#### Working data
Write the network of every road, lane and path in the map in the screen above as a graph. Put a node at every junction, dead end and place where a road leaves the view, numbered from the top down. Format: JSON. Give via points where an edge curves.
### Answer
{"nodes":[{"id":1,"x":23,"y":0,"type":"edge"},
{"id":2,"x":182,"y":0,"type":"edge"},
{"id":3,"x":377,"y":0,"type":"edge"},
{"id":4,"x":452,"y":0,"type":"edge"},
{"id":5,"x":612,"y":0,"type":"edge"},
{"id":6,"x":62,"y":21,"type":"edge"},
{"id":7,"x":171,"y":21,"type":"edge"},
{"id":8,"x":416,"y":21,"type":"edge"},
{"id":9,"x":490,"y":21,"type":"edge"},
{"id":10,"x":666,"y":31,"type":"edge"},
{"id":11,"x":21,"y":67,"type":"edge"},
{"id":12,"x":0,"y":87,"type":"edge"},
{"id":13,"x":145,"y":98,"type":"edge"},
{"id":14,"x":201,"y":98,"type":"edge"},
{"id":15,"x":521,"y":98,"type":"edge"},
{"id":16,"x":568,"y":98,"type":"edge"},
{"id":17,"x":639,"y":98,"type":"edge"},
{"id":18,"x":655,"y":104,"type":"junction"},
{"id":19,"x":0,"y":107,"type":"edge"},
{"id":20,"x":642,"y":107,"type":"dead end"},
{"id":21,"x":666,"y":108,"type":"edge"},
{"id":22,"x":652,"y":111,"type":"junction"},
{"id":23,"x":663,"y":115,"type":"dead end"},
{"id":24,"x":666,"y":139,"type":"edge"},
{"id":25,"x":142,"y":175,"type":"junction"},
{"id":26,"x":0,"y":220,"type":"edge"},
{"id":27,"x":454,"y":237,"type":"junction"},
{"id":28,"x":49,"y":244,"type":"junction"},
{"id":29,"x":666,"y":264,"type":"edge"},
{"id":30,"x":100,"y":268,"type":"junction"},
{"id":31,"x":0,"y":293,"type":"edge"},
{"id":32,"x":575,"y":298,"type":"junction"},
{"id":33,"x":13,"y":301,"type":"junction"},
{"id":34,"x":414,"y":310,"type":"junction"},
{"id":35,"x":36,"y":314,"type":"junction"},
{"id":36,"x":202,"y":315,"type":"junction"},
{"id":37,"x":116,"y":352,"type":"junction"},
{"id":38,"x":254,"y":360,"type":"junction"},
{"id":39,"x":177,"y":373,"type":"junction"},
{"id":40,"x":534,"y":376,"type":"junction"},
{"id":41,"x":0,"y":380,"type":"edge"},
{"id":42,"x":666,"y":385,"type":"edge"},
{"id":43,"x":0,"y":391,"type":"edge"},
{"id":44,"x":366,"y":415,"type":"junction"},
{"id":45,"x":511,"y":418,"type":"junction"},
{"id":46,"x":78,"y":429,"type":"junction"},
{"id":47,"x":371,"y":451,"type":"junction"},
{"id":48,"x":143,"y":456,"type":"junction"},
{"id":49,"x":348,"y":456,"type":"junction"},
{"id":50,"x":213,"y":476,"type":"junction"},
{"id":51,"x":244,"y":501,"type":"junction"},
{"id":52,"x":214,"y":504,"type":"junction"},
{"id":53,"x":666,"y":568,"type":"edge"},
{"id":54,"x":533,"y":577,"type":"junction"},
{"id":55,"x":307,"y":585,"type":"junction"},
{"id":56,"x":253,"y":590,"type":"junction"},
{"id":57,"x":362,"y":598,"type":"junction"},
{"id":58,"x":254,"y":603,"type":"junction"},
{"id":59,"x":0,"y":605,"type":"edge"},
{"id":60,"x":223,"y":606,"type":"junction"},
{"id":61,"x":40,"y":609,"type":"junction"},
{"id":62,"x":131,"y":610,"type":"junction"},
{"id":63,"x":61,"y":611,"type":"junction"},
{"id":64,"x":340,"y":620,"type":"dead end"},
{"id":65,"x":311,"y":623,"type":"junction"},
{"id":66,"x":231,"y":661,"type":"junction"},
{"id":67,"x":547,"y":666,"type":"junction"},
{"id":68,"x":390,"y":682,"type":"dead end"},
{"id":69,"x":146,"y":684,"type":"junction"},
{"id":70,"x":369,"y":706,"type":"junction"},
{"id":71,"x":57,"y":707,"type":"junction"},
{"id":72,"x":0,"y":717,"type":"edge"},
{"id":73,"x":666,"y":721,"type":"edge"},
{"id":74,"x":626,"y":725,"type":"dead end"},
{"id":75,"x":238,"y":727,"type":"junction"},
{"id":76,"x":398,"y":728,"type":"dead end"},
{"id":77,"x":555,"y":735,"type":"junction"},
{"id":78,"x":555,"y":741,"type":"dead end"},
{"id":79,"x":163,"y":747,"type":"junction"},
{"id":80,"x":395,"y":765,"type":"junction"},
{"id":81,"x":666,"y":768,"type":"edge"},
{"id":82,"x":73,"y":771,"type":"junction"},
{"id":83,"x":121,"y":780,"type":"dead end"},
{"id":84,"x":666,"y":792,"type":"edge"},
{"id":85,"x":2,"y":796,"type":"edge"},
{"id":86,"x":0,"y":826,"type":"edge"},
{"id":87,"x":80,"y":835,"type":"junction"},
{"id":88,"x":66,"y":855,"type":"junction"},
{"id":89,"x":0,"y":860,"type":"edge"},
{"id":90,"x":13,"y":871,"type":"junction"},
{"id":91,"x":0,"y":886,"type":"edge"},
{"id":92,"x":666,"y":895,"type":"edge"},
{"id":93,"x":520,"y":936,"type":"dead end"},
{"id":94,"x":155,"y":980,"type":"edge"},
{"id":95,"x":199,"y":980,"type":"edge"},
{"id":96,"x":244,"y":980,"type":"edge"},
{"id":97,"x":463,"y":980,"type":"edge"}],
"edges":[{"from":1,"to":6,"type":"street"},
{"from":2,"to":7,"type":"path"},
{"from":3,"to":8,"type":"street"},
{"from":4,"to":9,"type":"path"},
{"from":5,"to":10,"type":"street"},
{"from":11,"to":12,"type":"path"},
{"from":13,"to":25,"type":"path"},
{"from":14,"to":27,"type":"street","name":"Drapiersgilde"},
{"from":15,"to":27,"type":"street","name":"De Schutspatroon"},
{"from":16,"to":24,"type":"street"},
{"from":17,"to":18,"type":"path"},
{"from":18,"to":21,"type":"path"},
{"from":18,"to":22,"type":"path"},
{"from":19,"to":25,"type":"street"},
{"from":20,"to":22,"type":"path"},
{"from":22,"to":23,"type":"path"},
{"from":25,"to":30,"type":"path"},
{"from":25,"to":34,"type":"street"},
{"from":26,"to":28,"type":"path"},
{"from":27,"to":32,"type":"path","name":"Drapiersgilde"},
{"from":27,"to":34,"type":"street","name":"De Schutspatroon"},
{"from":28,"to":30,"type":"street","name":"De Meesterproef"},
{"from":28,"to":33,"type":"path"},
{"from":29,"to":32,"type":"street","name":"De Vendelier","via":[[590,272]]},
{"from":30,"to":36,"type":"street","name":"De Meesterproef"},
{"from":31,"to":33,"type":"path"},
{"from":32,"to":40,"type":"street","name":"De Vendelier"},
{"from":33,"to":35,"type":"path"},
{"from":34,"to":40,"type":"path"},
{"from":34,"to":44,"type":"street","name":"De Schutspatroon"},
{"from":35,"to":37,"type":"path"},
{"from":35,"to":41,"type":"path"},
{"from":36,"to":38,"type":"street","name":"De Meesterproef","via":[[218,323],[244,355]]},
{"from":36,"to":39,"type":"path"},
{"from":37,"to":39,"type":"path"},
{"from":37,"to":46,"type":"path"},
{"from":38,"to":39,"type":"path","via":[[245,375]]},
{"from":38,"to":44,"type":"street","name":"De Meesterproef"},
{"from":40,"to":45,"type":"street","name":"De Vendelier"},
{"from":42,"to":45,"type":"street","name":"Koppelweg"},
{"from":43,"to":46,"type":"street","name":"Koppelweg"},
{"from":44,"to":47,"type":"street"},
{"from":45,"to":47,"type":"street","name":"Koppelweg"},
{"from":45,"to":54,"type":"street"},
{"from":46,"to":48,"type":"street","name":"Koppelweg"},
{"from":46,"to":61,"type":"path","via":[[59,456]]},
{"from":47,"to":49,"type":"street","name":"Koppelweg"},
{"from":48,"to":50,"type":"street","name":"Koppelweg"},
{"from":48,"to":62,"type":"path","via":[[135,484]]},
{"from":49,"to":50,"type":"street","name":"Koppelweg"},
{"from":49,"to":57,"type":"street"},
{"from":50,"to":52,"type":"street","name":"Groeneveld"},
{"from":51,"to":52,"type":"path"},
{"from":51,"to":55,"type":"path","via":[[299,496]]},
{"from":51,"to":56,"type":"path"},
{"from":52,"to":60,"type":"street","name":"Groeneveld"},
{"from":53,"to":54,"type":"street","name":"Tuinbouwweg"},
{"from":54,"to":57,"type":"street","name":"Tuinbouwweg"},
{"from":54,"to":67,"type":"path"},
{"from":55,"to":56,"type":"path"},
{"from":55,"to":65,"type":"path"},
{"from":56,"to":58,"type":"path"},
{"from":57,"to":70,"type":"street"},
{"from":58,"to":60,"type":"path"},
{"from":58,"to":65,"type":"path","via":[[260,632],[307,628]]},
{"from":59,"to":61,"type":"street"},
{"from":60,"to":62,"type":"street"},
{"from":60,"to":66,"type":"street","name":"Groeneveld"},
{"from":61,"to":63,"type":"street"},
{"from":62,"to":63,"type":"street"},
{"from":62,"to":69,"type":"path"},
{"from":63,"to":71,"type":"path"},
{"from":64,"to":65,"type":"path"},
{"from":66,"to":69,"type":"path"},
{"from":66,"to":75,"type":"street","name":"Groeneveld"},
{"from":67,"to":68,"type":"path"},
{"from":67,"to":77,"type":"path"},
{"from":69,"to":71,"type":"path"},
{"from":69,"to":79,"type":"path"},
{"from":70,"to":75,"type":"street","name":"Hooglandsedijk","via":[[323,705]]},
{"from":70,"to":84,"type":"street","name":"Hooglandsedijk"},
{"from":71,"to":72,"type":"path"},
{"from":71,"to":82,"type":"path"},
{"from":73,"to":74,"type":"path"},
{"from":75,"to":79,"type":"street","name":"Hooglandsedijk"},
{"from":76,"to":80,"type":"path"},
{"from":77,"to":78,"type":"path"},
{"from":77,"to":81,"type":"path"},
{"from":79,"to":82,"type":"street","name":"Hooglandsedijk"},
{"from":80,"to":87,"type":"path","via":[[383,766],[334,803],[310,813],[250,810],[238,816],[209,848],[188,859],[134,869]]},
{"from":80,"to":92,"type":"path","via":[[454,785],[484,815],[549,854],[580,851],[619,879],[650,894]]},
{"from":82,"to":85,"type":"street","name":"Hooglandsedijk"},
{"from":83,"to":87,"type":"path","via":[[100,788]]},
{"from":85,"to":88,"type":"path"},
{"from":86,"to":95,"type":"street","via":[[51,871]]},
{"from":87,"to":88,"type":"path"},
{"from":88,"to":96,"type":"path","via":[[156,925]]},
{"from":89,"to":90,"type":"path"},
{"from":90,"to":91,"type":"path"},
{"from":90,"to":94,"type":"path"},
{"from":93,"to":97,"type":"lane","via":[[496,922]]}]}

#### Task details
Go through the lines above. Select every one that has the string "Drapiersgilde".

#### Final answer
{"from":14,"to":27,"type":"street","name":"Drapiersgilde"},
{"from":27,"to":32,"type":"path","name":"Drapiersgilde"},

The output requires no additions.